A video purportedly from Tehran that appeared Saturday evening showed demonstrators calling on police to join them.
Iran’s state media largely ignored the demonstrations, painting them as the work of anti-Iranian groups.
“Counterrevolution groups and foreign media are continuing their organized efforts to misuse the people’s economic and livelihood problems and their legitimate demands to provide an opportunity for unlawful gatherings and possibly chaos,” the Associated Press quoted state television as saying late Saturday.
Government media focused their coverage on thousands of Iranians who attended pro-government rallies Saturday marking the anniversary of the end of the unrest in 2009.
Back then, supporters of reformist presidential candidate Mir Hossein Mousavi challenged the reelection of a hard-line president, Mahmoud Ahmadinejad, sparking mass protests. They were crushed by Iranian security forces, and activists and dissidents were beaten and jailed.
On Saturday, Iran’s minister of information and communications technology, Mohammad Javad Azari Jahromi, took to Twitter to urge the head of the messaging app Telegram to shut down the Iranian Amad News channel, which the minister accused of aiding the protests.
“A Telegram channel is encouraging hateful conduct, use of Molotov cocktails, armed uprising, and social unrest,” Jahromi said. Telegram is widely popular among Iranians and even government officials.
Telegram’s director, Pavel Durov, responded that he had ordered the channel shut, citing Telegram’s “no calls for violence” rule.
“Be careful — there are lines one shouldn’t cross,” he posted on Twitter.
Taleblu, the analyst, said that the demonstrations “prove that there is widespread discontent in Iran, that it can be triggered at any time.”
“These protests also show that . . . Iranians see the regime and its mismanagement as an impediment to their daily lives,” he said.

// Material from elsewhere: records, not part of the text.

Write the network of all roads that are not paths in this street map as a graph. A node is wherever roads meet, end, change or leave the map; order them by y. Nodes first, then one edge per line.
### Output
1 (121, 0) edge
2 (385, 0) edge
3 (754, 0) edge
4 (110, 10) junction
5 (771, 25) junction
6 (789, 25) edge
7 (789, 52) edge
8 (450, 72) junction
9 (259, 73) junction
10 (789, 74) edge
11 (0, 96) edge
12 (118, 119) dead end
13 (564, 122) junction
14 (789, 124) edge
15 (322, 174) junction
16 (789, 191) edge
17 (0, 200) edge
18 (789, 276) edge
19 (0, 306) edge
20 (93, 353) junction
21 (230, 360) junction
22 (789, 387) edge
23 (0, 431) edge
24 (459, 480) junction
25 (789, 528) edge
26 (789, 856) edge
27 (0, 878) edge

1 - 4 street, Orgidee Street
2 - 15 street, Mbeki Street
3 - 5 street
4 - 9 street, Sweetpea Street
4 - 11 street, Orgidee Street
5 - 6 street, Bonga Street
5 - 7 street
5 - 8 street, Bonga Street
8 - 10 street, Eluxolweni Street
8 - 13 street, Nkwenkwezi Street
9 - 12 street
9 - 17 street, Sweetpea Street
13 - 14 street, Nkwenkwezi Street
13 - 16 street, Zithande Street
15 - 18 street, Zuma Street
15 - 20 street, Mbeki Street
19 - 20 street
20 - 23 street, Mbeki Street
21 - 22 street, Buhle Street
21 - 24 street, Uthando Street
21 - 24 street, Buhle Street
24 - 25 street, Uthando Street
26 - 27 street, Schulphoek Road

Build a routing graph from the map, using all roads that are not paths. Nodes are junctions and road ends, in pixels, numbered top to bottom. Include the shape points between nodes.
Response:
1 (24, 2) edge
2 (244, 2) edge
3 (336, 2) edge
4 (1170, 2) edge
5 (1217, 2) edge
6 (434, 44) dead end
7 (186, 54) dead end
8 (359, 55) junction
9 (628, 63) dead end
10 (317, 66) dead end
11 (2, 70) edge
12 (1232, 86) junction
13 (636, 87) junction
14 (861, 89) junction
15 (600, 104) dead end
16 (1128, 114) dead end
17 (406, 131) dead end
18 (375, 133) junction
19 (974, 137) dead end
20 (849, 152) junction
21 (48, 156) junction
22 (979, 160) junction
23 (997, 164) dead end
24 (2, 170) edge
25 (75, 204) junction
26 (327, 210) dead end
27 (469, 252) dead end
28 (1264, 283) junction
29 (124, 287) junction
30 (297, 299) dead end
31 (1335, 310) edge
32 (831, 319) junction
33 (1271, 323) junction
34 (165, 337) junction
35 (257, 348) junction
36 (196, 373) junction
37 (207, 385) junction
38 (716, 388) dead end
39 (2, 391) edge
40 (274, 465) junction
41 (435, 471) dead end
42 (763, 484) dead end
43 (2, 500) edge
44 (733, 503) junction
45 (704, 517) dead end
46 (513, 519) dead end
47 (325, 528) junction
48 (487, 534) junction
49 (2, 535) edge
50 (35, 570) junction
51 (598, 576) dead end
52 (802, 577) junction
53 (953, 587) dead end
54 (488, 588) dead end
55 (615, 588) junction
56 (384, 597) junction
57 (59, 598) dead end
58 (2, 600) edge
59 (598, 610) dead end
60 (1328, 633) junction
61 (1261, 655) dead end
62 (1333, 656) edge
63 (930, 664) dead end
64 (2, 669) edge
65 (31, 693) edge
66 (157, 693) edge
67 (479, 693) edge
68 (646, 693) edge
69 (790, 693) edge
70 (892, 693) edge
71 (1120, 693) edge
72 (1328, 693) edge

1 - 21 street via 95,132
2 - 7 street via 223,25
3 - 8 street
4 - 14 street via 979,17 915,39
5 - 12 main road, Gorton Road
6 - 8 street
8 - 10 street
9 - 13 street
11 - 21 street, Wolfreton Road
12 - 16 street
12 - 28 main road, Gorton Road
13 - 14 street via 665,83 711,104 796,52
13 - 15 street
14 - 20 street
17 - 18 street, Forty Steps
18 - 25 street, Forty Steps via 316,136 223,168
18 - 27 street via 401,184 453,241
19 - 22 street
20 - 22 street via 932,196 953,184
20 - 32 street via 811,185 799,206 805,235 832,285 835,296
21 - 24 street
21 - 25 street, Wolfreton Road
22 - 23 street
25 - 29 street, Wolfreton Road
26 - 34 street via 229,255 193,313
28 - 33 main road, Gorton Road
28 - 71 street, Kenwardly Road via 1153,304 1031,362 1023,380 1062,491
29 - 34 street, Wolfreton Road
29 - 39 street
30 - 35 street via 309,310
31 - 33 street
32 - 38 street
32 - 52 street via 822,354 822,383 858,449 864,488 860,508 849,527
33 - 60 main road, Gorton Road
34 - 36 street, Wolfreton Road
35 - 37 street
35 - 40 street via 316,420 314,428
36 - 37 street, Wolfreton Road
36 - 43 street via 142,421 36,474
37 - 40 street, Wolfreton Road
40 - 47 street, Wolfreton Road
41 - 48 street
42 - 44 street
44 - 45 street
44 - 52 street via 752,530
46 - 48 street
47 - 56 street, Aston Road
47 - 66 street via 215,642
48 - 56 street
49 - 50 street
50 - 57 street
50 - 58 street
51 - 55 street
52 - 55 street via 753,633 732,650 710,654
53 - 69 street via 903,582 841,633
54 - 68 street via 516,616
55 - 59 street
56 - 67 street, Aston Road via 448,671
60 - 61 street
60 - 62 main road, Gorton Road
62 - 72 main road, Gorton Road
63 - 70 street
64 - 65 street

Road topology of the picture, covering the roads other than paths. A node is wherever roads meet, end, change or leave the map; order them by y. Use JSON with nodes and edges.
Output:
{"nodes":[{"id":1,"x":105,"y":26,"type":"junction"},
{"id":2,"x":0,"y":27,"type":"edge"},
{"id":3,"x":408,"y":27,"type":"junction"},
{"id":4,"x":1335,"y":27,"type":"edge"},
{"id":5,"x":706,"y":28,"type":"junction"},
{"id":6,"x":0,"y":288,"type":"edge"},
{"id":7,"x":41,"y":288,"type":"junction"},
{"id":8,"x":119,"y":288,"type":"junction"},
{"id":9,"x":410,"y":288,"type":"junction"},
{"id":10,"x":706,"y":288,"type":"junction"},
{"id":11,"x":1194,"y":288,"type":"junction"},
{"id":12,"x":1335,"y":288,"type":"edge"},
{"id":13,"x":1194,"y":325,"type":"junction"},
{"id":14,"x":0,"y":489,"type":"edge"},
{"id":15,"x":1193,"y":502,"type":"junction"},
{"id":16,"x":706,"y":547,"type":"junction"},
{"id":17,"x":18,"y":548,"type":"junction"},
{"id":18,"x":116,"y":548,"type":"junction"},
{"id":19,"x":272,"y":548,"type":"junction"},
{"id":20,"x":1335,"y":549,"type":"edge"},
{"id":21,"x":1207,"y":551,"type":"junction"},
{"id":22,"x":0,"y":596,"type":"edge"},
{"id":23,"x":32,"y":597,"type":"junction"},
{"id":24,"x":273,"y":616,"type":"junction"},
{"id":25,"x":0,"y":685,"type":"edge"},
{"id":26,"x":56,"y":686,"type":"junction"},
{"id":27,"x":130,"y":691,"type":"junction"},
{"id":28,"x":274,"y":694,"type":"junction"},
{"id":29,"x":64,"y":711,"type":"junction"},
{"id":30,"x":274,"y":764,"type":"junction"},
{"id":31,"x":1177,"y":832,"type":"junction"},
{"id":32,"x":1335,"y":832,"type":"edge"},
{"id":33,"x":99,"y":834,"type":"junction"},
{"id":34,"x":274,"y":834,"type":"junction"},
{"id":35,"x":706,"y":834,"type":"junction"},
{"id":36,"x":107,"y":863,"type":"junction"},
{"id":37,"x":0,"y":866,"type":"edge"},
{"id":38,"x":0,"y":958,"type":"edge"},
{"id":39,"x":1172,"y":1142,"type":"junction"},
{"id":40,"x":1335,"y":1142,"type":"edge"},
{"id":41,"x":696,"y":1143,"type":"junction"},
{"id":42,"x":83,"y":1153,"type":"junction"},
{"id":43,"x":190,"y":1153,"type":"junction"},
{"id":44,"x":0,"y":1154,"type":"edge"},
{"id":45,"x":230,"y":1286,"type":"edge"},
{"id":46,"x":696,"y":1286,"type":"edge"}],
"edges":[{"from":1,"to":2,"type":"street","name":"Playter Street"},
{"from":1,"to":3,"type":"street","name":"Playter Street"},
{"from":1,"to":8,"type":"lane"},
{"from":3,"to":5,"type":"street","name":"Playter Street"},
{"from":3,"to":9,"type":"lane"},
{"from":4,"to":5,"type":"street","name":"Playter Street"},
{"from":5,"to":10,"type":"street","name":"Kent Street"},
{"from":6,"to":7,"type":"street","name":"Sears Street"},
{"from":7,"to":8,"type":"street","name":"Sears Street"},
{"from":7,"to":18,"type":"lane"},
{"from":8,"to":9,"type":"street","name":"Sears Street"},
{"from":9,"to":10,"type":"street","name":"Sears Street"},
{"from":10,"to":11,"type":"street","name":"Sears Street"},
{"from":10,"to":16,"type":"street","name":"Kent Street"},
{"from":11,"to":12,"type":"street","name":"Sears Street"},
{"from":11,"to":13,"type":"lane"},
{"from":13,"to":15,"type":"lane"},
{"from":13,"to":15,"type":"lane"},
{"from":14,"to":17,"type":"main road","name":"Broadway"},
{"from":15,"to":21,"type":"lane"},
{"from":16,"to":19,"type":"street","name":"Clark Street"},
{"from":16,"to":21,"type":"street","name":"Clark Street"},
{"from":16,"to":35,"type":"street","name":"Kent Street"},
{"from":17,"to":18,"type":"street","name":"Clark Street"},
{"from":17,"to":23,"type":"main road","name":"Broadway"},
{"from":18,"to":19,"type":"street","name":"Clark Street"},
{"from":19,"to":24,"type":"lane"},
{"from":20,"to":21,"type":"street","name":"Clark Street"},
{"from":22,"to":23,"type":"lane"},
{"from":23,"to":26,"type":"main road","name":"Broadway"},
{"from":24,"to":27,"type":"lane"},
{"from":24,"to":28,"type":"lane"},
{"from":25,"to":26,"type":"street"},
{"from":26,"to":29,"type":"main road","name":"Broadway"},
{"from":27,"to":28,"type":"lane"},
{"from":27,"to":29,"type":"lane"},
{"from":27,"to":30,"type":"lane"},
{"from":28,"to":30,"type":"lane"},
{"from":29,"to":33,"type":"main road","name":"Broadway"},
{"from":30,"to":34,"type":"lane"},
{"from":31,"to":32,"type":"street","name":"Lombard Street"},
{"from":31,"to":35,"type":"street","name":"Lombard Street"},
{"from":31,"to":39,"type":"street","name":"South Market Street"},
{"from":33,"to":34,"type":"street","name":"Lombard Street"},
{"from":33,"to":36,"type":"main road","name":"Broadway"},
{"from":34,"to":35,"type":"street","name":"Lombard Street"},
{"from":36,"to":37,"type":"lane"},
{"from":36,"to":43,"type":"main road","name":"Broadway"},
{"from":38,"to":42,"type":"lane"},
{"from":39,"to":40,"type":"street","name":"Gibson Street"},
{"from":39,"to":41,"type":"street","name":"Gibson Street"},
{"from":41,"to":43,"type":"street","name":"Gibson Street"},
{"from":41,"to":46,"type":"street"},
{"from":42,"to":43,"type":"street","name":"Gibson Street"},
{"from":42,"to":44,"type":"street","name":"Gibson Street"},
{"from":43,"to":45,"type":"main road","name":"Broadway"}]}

Others, however, warned about the effectiveness of demonstrations that lack a cohesive strategy or broader political vision.
“Socio-economic discontent [should not] be equated with effective political resistance,” Mohammad Ali Shabani, editor of Iran coverage at Al-Monitor, an online news portal, wrote of the protests.
“Without necessary resources . . . change remains a remote prospect,” he wrote.